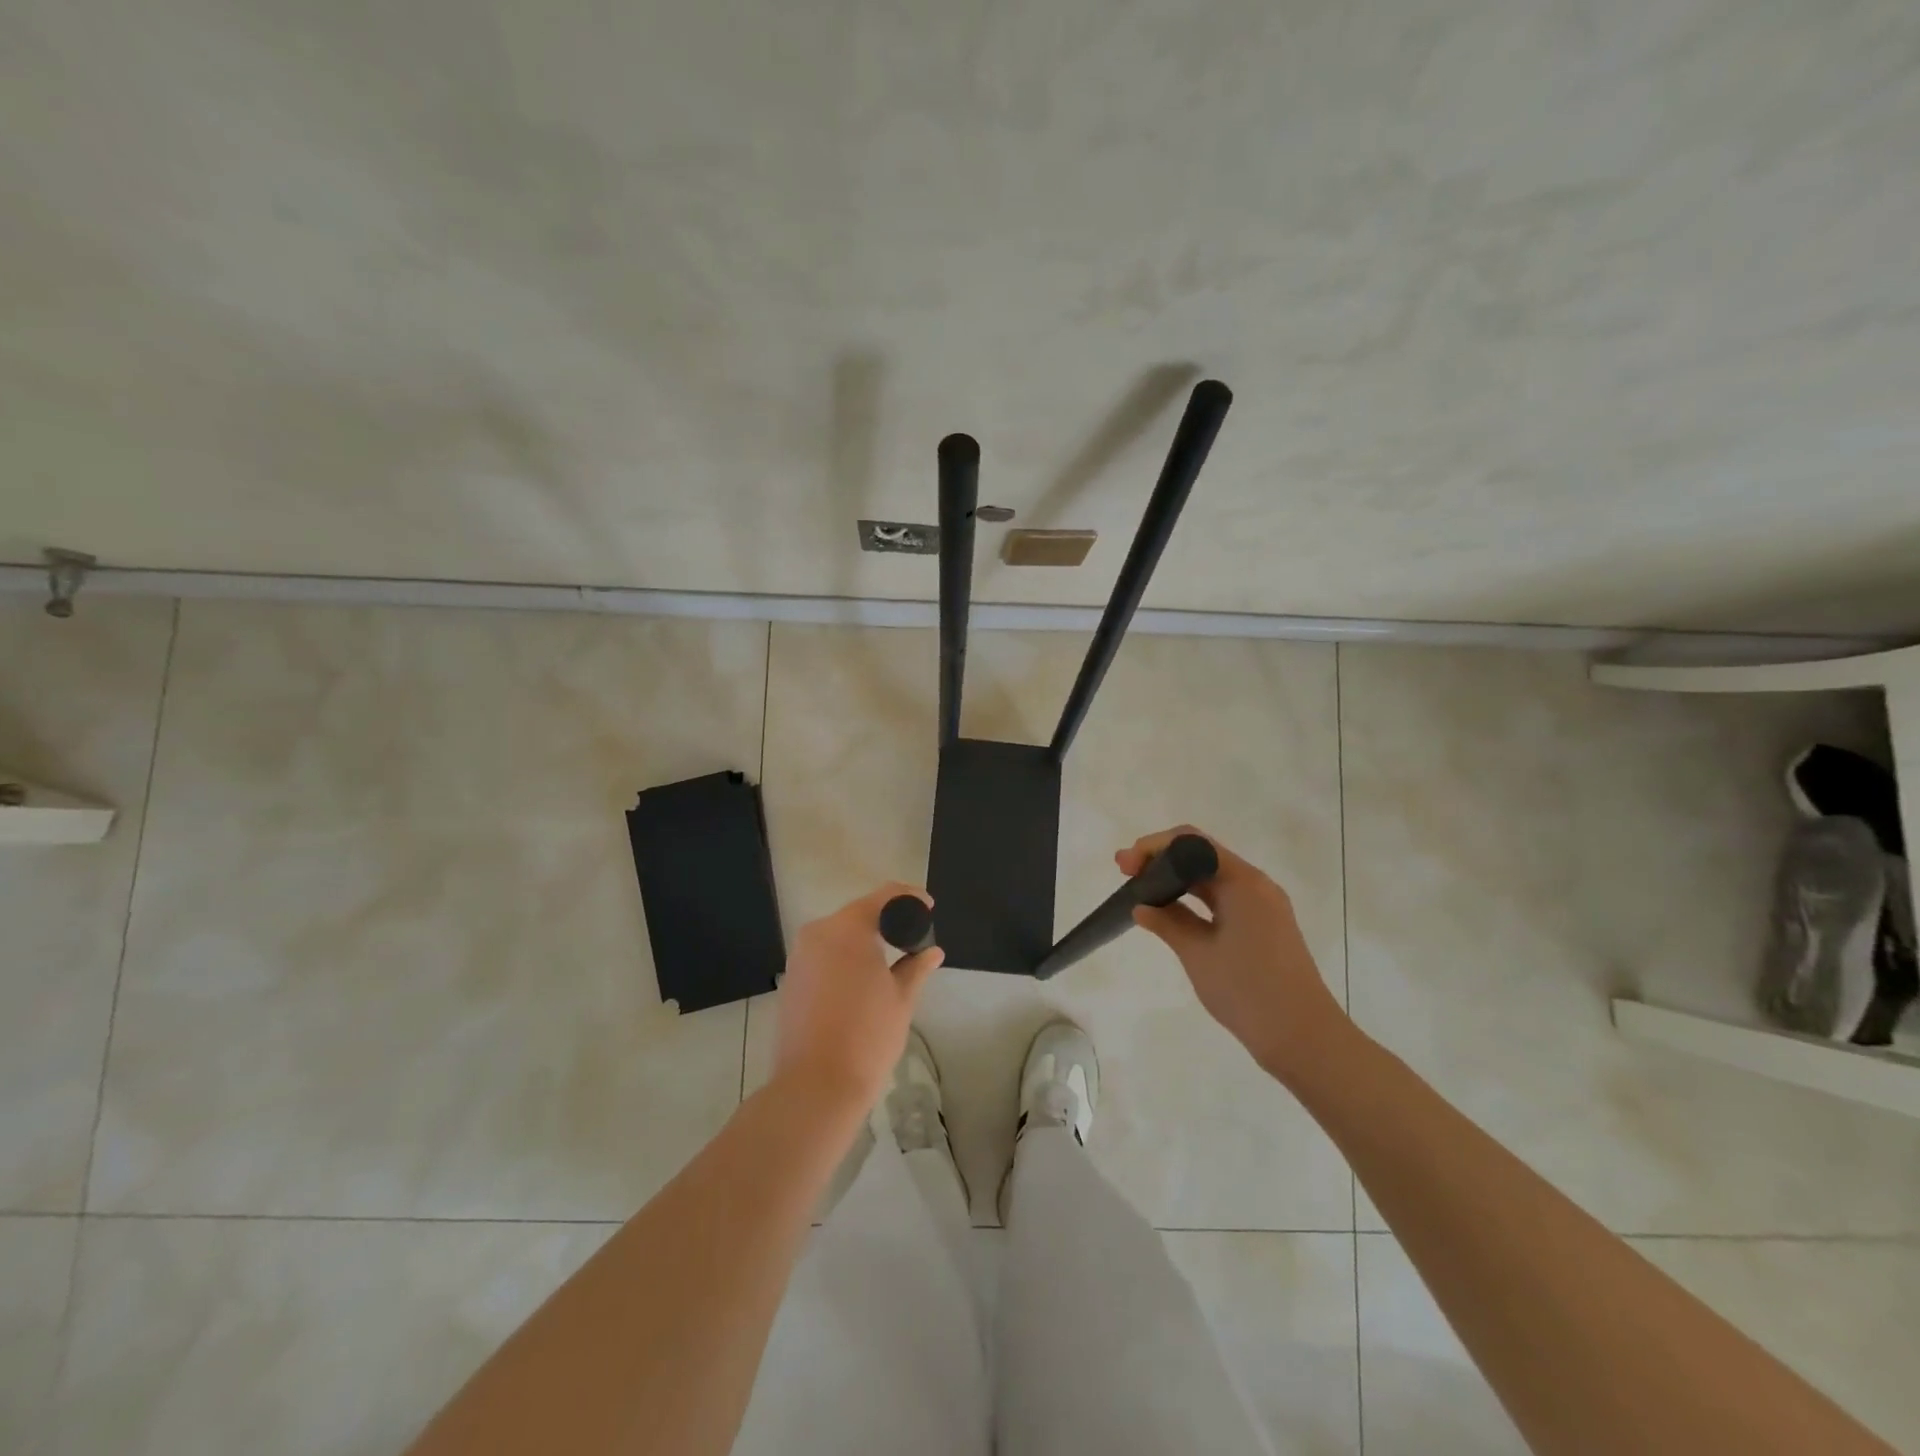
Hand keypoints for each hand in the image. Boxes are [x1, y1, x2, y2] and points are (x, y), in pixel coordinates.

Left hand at [772, 883, 943, 1110]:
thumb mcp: (901, 999)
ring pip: (839, 934)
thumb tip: (933, 952)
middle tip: (913, 938)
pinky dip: (845, 957)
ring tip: (891, 959)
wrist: (815, 1087)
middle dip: (887, 920)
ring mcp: (799, 956)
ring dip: (865, 940)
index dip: (910, 898)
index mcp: (848, 928)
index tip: (929, 908)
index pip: (884, 896)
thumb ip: (917, 967)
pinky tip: (863, 979)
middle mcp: (818, 932)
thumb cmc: (867, 1036)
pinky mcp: (791, 979)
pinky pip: (824, 954)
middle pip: (859, 913)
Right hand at [1119, 826, 1348, 1080]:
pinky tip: (1171, 913)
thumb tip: (1141, 906)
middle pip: (1202, 855)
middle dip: (1161, 860)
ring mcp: (1262, 906)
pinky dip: (1195, 900)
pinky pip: (1223, 899)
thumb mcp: (1198, 954)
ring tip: (1141, 892)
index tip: (1125, 866)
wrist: (1303, 1038)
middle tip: (1125, 874)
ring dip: (1177, 880)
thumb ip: (1168, 923)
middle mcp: (1256, 885)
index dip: (1154, 848)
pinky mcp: (1264, 927)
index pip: (1192, 843)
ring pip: (1212, 878)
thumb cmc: (1248, 990)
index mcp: (1243, 882)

--*--

* _Goal of the exercise_
Within the material above, copy exactly the lines from the line that holds "middle tip: (913, 938)" up to and including the line that holds "middle pip: (859, 913)".

* _Exercise answer_
middle tip: (913, 938)
pinky dip: (845, 957)
ring tip: (891, 959)
wrist: (815, 1087)
middle dip: (887, 920)
ring mcp: (799, 956)
ring dip: (865, 940)
index dip: (910, 898)
index mcp: (848, 928)
index tip: (929, 908)
index pip: (884, 896)
thumb ip: (917, 967)
pinky tip: (863, 979)
middle mcp: (818, 932)
thumb cmc: (867, 1036)
pinky mcp: (791, 979)
pinky pip: (824, 954)
middle pip: (859, 913)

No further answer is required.